I don't need advice on workarounds, as I already know about them. A couple are already listed in the issue body, and I am capable of doing either one (currently I am moving the cursor to the top of the screen to prevent this behavior from occurring). However, I don't think workarounds like those should be necessary.

This behavior in multishell is surprising and unexpected and I think it should be removed.

commented

IMHO, it would have made more sense in read

It's relevant for pretty much all non-GUI programs, not just those using read. For anything which is printing output to the screen, in makes more sense to see the bottom than the top.

Really, it feel the right thing to do is just handle the term_resize event and do a full redraw on that.

commented

IMHO, it would have made more sense in read

It's relevant for pretty much all non-GUI programs, not just those using read. For anything which is printing output to the screen, in makes more sense to see the bottom than the top.

It does indeed.

Really, it feel the right thing to do is just handle the term_resize event and do a full redraw on that.

That is one of the workarounds to this behavior, yes. However, certain programs like edit technically only need to redraw the bottom line of the screen when the terminal is resized to be smaller - since the top-left portion (excluding of course the menu) will stay the same regardless of screen size.

It wouldn't be worth it to implement rendering like that in edit, but it's just an example.

I think behaviors like this should be up to the application. print, read, etc. should all have it since those are primitives used to build command-line applications, and developers can opt out of them, but stuff like multishell probably shouldn't, because there's no guarantee that the user will only be running command-line applications. GUI libraries suffer when they try to do clever things and get hit by stuff like this.

commented

That is one of the workarounds to this behavior, yes.

It is not a workaround. It is expected that a program that is not simple terminal printer (like gui based) that receives term_resize event is supposed to redraw all of its contents cause terminal has changed size in undefined way (example: Its on monitor and someone removed/added row of monitors on right side thereby increasing length of term object)

You can see monitor.lua program causing this exact thing i described here.
Also one should note that all CC programs that react to term_resize event do full rewrite.

commented

That is one of the workarounds to this behavior, yes.

It is not a workaround. It is expected that a program that is not simple terminal printer (like gui based) that receives term_resize event is supposed to redraw all of its contents cause terminal has changed size in undefined way (example: Its on monitor and someone removed/added row of monitors on right side herby increasing length of term object)

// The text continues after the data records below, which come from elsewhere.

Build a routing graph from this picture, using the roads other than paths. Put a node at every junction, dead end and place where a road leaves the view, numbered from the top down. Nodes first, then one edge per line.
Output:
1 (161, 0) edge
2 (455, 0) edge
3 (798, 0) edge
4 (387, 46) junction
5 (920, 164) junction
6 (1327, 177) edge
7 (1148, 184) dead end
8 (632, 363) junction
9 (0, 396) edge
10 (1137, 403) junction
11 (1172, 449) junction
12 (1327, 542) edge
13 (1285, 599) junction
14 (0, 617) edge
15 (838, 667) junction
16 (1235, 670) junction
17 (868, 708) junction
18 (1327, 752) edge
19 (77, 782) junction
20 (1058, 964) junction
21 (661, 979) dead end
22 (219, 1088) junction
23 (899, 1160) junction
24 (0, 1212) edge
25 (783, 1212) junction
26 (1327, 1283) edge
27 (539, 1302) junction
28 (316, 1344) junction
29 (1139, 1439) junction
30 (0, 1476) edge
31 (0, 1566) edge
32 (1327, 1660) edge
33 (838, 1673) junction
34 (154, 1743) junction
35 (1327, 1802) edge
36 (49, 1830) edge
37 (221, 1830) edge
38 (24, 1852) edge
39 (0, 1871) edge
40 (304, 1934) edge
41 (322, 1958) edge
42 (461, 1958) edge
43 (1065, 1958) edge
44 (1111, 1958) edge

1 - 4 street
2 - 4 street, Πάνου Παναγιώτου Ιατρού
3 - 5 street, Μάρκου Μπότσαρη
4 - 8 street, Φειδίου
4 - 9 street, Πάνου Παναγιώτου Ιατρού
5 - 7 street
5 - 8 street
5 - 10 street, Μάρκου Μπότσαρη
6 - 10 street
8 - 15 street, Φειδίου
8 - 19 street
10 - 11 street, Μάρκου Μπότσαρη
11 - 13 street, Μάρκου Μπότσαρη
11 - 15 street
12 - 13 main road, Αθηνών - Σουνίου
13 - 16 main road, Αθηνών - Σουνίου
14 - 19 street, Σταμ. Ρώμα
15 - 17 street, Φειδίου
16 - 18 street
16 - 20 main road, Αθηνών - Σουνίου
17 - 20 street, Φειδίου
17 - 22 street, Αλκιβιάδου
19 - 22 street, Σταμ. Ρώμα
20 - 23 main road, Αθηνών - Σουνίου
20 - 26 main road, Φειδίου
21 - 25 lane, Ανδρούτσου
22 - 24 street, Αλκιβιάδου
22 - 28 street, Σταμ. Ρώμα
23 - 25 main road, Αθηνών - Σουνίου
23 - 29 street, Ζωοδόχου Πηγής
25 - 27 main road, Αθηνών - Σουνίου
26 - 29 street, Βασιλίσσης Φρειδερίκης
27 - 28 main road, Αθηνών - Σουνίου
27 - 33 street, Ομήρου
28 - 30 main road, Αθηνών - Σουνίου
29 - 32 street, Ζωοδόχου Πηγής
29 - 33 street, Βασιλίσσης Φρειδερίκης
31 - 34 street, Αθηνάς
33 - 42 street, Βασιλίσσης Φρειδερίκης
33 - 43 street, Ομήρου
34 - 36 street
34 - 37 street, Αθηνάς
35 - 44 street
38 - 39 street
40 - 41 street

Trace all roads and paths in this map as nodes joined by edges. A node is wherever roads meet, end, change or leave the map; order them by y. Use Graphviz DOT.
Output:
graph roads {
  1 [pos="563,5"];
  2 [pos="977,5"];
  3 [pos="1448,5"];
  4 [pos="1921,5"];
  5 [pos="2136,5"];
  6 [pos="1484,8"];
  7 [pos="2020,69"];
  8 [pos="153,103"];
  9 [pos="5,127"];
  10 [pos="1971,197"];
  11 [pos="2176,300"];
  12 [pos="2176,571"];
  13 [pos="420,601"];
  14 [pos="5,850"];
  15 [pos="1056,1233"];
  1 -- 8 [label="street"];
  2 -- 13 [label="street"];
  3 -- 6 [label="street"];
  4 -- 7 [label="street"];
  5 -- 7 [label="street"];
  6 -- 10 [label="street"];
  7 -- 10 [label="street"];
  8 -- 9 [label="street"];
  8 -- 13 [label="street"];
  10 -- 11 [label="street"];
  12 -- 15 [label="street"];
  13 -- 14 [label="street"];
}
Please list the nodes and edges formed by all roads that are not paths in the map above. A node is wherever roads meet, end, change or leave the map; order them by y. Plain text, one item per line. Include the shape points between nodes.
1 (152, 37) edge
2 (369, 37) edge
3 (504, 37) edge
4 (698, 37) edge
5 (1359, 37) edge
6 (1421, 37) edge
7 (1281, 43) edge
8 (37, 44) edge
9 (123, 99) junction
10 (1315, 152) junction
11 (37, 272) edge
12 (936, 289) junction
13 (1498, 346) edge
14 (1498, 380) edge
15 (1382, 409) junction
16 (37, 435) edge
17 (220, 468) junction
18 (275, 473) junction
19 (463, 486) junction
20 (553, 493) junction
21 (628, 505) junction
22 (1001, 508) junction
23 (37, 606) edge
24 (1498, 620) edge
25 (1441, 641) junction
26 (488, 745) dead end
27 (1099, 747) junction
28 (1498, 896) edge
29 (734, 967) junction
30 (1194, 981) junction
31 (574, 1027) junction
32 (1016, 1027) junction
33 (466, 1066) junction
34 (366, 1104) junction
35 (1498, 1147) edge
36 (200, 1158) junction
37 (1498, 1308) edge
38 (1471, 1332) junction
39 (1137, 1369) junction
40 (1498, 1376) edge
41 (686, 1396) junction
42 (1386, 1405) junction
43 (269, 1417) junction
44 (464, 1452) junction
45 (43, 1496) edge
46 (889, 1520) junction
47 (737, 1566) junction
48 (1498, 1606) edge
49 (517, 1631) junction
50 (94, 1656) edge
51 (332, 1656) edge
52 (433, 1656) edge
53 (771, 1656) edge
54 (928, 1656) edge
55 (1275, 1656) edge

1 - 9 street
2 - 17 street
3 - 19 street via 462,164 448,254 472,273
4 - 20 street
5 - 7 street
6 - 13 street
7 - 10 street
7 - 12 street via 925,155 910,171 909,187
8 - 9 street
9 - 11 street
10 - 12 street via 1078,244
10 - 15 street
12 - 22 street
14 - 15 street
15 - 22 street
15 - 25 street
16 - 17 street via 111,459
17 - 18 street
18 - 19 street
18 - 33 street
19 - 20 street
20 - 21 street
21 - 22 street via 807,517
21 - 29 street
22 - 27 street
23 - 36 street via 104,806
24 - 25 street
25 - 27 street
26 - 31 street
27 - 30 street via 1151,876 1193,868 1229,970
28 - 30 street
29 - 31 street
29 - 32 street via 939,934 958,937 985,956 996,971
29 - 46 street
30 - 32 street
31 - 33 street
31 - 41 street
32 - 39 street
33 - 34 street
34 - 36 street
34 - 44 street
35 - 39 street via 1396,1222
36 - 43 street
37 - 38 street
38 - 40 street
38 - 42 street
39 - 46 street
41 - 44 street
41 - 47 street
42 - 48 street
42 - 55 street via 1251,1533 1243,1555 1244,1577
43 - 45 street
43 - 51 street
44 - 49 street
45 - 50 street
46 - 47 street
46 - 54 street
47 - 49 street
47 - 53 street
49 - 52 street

The specific behavior I'm referring to is the fact that multishell currently breaks the guarantee that the origin of the terminal resize is always the top-left, i.e. cells within both the old and new size remain the same. Although I am not quite sure if CC ever made such a guarantee, that has traditionally been how it works everywhere outside of multishell.

commented

It kinda sounds like functional behavior that was never promised to work out that way in any of CC literature.

commented

It kinda sounds like functional behavior that was never promised to work out that way in any of CC literature.

It's an implementation detail yes, but usually vanilla CC only has one implementation of behavior like this.

I suppose I would also consider it a resolution of this issue if it were specified in the documentation that term_resize events break all guarantees of what is on the screen and where it is located since that is in effect what is happening here. Then sure, the correct solution would simply be to invalidate the cache and redraw the entire screen.